III.4.  Análisis del caso concreto

           La parte impetrante de tutela denuncia la vulneración de los derechos al debido proceso en sus vertientes de fundamentación y motivación, a la defensa, sanción fundada en una ley anterior, a ser oído y juzgado; y,
la garantía de legalidad; así como los principios de prevalencia del derecho sustantivo, al adjetivo y de favorabilidad; señalando que la autoridad accionada dentro del proceso sancionatorio iniciado por la APS, resolvió el recurso jerárquico, emitiendo la Resolución Ministerial Jerárquica MEFP/VPSF/URJ-SIREFI 004/2021 de 29 de enero, de manera ilegal y lesiva a sus derechos puesto que: 1) Durante la tramitación del proceso sancionatorio se interpuso acción de inconstitucionalidad concreta contra las normas que fueron base jurídica para determinar su sanción, y no obstante, de haberse admitido esa acción, la autoridad accionada
no mencionó nada respecto a la existencia del AC 0065/2019-CA y menos consideró los efectos legales de dicho fallo en su Resolución jerárquica y que debía limitarse a proseguir con la tramitación del proceso hasta antes de dictar la resolución cuestionada; 2) Se permitió la falta de valoración de la prueba producida con anterioridad a la emisión de la resolución sancionatoria, al no haberse pronunciado la APS sobre el informe de variabilidad dado que era factible técnicamente probar en el ejercicio
de simulación que cada uno de los cupones hubiesen sido vendidos a una misma tasa de interés (del 3%) porque es poco probable que cien valores con plazos de vigencia de entre ciento ochenta días a cincuenta años sean adquiridos a una misma tasa de interés como fue convalidado en la Resolución impugnada en total desconocimiento de las normas de
la metodología de valoración aprobada por la Autoridad de Supervisión del Sistema Financiera; 3) Se consideró que la realización de las audiencias solicitadas carecerían de trascendencia, bajo el argumento que no se hallaba reservada para la instancia del recurso de revocatoria, porque la norma sólo habría previsto dicha actuación administrativa en la tramitación del recurso jerárquico, desconociendo que la normativa reconoce la posibilidad de solicitar audiencias dentro de un procedimiento hasta antes de dictar resolución administrativa; 4) Se convalidó y confirmó la calificación de gravedad de la infracción como negligente y la calificación de la gravedad de la sanción como gravedad máxima, cuando el art. 57 de la RA SPVS - IP 038/2002 de 14 de enero, establece que la calificación de falta media de una sanción se impondrá cuando la infracción cometida por el administrador haya sido causada por negligencia y además cause daño, en tanto que
la calificación de falta máxima de una sanción se impondrá cuando la infracción haya sido provocada con intención o dolo para beneficio propio o de tercero o cause daño a terceros; y, 5) Se validó la obligación de reposición impuesta por la resolución sancionatoria que incluye la actualización del monto en base a la tasa de interés dispuesta por el BCB para caja de ahorro excediendo lo previsto por el art. 60 de la RA SPVS - IP 038/2002, puesto que no mencionó expresamente la base legal sobre la cual existiría el respaldo para que la APS pueda imponer la reposición en los términos en los cuales dispuso la resolución sancionatoria; por lo que, no se podía definir una reposición más sus intereses.

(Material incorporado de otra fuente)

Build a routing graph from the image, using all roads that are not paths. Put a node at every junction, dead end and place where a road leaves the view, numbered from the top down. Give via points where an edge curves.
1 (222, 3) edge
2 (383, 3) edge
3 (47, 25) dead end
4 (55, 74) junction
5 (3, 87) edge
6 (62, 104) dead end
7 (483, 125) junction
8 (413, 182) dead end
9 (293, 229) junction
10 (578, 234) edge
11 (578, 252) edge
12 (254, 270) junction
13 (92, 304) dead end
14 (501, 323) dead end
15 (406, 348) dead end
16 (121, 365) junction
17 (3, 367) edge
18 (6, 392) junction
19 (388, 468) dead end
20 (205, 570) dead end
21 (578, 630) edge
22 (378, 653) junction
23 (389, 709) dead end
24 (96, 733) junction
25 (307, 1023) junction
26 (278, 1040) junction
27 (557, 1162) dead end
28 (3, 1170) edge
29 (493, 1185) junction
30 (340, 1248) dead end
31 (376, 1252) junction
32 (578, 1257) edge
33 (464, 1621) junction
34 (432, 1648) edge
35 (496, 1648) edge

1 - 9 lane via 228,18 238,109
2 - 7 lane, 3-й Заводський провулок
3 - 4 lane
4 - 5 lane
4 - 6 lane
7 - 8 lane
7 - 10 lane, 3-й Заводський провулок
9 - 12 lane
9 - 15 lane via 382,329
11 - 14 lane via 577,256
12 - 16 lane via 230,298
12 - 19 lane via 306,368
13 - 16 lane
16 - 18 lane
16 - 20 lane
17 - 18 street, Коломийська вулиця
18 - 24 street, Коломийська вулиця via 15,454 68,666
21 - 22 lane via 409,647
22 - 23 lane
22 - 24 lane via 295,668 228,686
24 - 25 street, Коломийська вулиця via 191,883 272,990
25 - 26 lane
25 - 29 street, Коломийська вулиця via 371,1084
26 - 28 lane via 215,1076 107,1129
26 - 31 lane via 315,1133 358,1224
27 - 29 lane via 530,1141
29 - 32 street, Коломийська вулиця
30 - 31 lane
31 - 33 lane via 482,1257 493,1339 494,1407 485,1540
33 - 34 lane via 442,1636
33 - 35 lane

           Expuesta la problemática planteada a través de la presente acción, y considerando los antecedentes del caso, se tiene que contra la parte peticionante de tutela el Director Ejecutivo de la APS, mediante Cite:
APS-EXT.DE/DJ/UI/ 749/2015 de 10 de marzo, estableció indicios de incumplimiento a lo previsto del art. 149 incs. e) y v) de la LP y los
arts. 142, 276 y 284 del DS 24469 de 17 de enero de 1997, al haber constatado que la parte accionante habría efectuado operaciones de inversión en la compra de valores en mercado secundario de bonos y cupones fragmentados del TGN, pagando sobreprecios por su adquisición en desmedro de los intereses de los fondos del SIP, obteniendo precios unitarios perjudiciales y rendimientos por debajo de los ofrecidos en el mercado primario, y como consecuencia de lo anterior, por las operaciones de compra en mercado secundario de bonos y cupones fragmentados del TGN desde la gestión 2013 a 2014, existiría para los SIP administrados por la BBVA Previsión AFP S.A., una afectación acumulada del total de las operaciones de Bs454 983 829,71.-; posteriormente, RA APS/DJ/DI/ “1914/201” de 18 de noviembre de 2019, la Directora Ejecutiva de la APS, entre otros, dispuso sancionar a BBVA Previsión AFP S.A. por el cargo imputado en la Nota de Cargo Cite: APS-EXT.DE/DJ/UI/ 749/2015, con una multa equivalente a $us100 000.-, por infracción a la normativa descrita precedentemente, así como determinó la reposición con recursos propios del monto total del sobreprecio pagado por la AFP que asciende a
Bs508 883 354.-, valor calificado en base al Informe del especialista profesional internacional “The Brattle Group”, actualizado al 31 de octubre de 2019 en base a una tasa promedio ponderada anual de 2,94% en caja de ahora según el BCB al 30 de junio de 2014, el cual deberá reponerse al
SIP en un plazo no mayor a quince días hábiles administrativos de notificada esa resolución.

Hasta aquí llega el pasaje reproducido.